PROBLEM TO SOLVE »
Find the line containing "Digitize the connectivity", then print it and each line after it through the end of the listing exactly, with no pictures.

↓↓↓

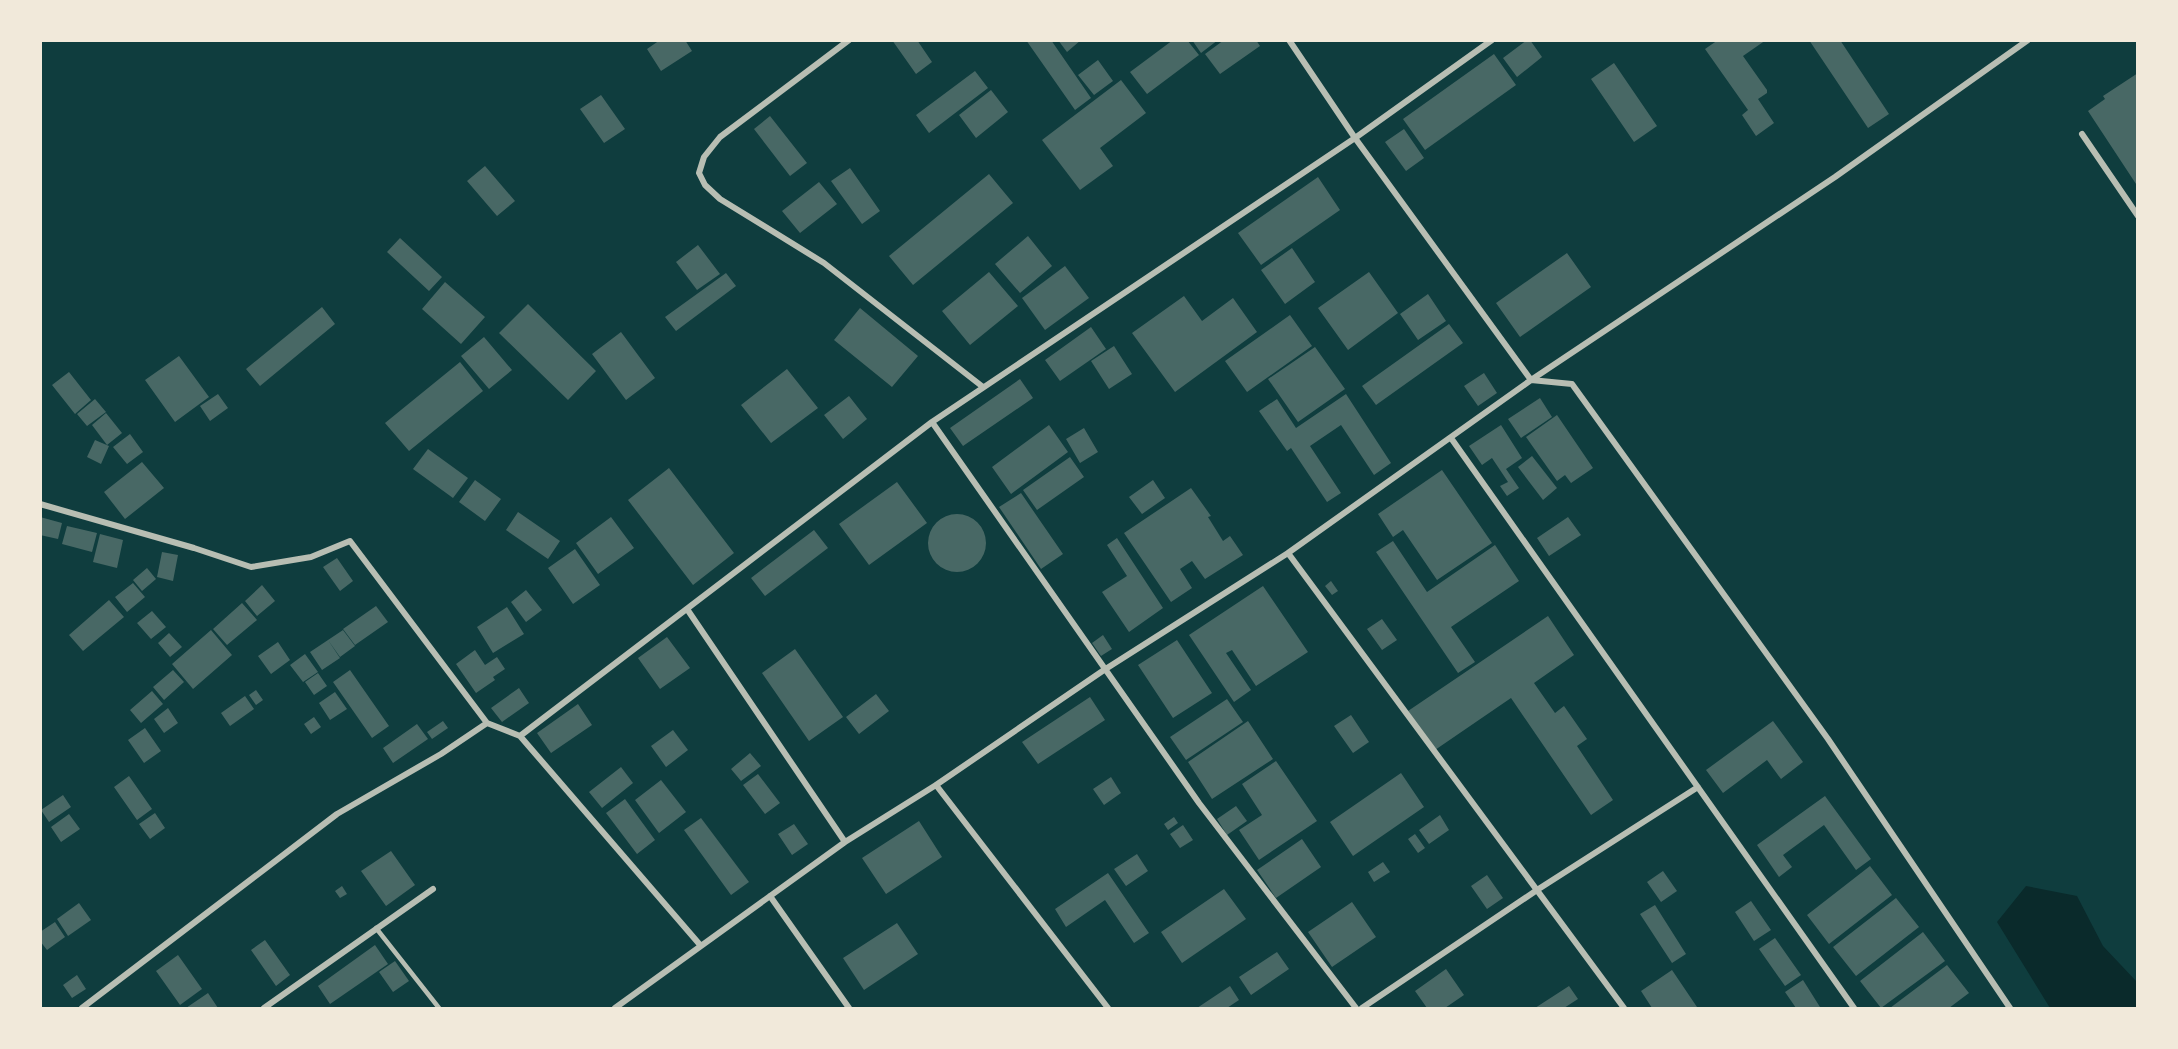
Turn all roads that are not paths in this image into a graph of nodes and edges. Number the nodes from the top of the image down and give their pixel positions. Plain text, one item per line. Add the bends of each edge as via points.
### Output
1 (849, 40) edge
2 (1289, 40) edge
3 (1492, 40) edge
4 (2028, 40) edge
5 (2082, 134) dead end
6 (1355, 138) junction
7 (2138, 216) edge
8 (1531, 380) junction
9 (983, 387) junction
10 (932, 422) junction
11 (1451, 438) junction
12 (40, 504) edge
13 (1288, 553) junction
14 (687, 609) junction
15 (1104, 670) junction
16 (487, 723) junction
17 (520, 736) junction
18 (936, 785) junction
19 (1698, 787) junction
20 (845, 842) junction
21 (433, 889) dead end
22 (1537, 890) junction
23 (770, 896) junction
24 (376, 928) junction
25 (700, 946) junction
26 (82, 1008) edge
27 (264, 1008) edge
28 (439, 1008) edge
29 (615, 1008) edge
30 (849, 1008) edge
31 (1108, 1008) edge
32 (1356, 1008) edge
33 (1362, 1008) edge
34 (1623, 1008) edge
35 (1854, 1008) edge
36 (2010, 1008) edge

1 - 9 street via 720,137 704,157 699,173 720,199 824,262
2 - 6 street
3 - 6 street
4 - 8 street via 1835,177
5 - 7 street
6 - 8 street
6 - 9 street
8 - 11 street
8 - 36 street via 1572,384 1828,739
9 - 10 street
10 - 14 street
10 - 15 street
11 - 13 street
11 - 19 street
12 - 16 street via 251,567 311,557 350,541
13 - 15 street
13 - 22 street
14 - 17 street
14 - 20 street
15 - 18 street
15 - 32 street via 1199,803
16 - 17 street
16 - 26 street via 337,814
17 - 25 street
18 - 20 street
18 - 31 street
19 - 22 street
19 - 35 street
20 - 23 street
21 - 24 street
22 - 33 street
22 - 34 street
23 - 25 street
23 - 30 street
24 - 27 street
24 - 28 lane
25 - 29 street

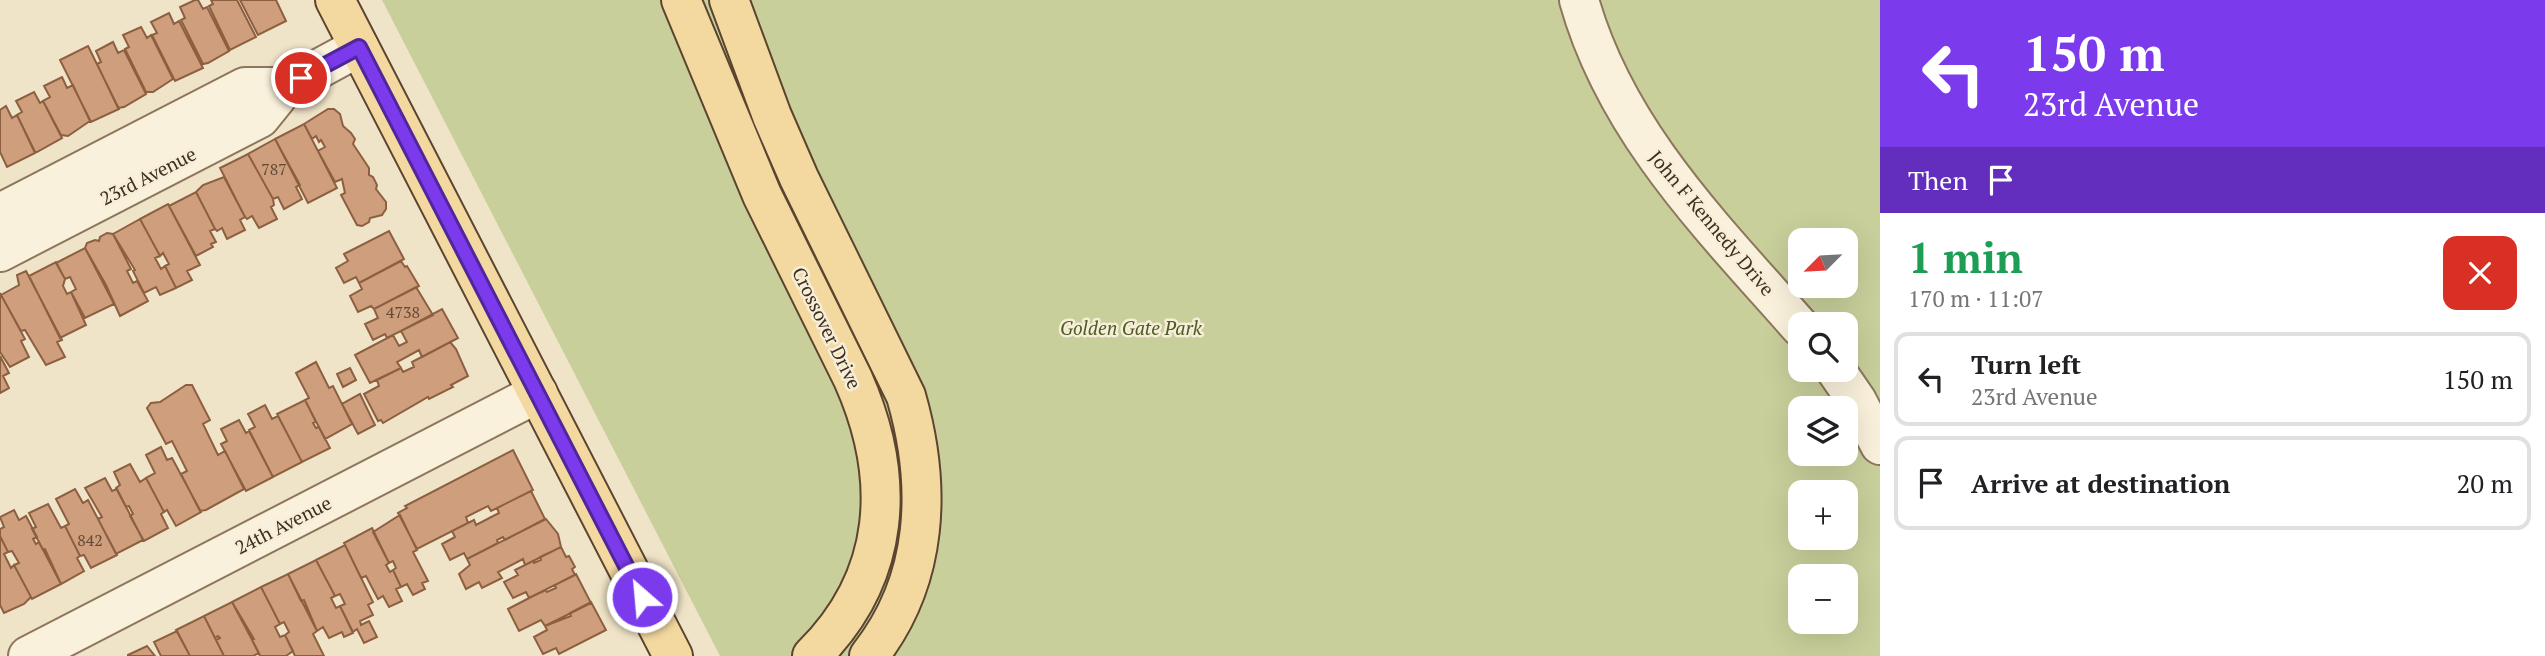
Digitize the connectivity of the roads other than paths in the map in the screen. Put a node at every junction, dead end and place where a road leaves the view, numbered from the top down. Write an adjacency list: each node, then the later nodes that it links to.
1 (335, 0): 5 (main road)
2 (729, 0): 16 (main road)
3 (1579, 0): 9 (street, John F Kennedy Drive)
4 (687, 10): 15 (main road, Crossover Drive)
5 (359, 47): 6 (street, 23rd Avenue); 11 (main road)
6 (57, 203): 7 (street, 23rd Avenue); 8 (street, 23rd Avenue)
7 (0, 213)
8 (0, 252)
9 (1788, 313)
10 (1844, 382): 12 (street)
11 (538, 393): 13 (street, 24th Avenue); 14 (main road)
12 (1880, 445)
13 (28, 656)
14 (673, 656)
15 (812, 656)
16 (869, 656)

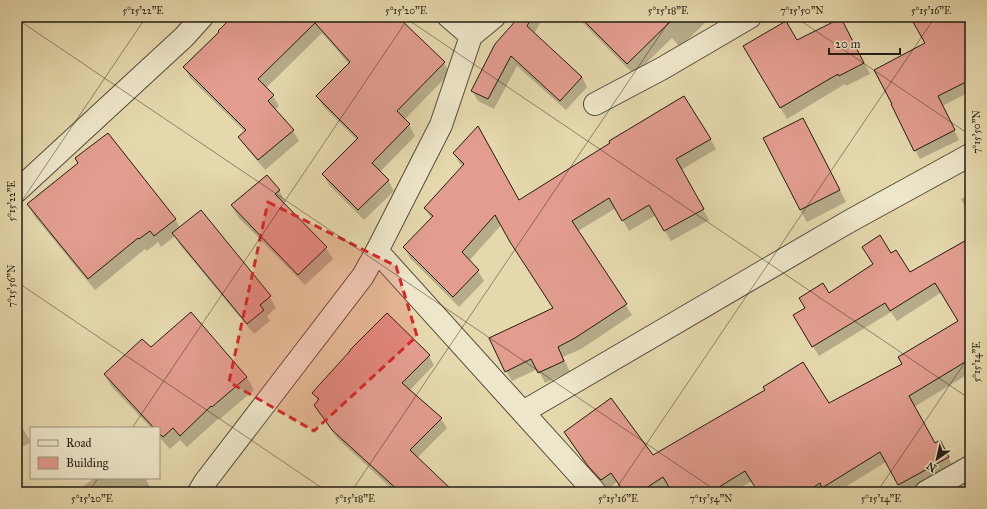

↑↑↑

REPLY »
Digitize the connectivity of the roads other than paths in the map in the screen. Put a node at every junction, dead end and place where a road leaves the view, numbered from the top down. Write an adjacency list: each node, then the later nodes that it links to.
1 (335, 0): 5 (main road)
2 (729, 0): 16 (main road)
3 (1579, 0): 9 (street, John F Kennedy Drive)
4 (687, 10): 15 (main road, Crossover Drive)
5 (359, 47): 6 (street, 23rd Avenue); 11 (main road)
6 (57, 203): 7 (street, 23rd Avenue); 8 (street, 23rd Avenue)
7 (0, 213)
8 (0, 252)
9 (1788, 313)
10 (1844, 382): 12 (street)
11 (538, 393): 13 (street, 24th Avenue); 14 (main road)
12 (1880, 445)
13 (28, 656)
14 (673, 656)
15 (812, 656)
16 (869, 656)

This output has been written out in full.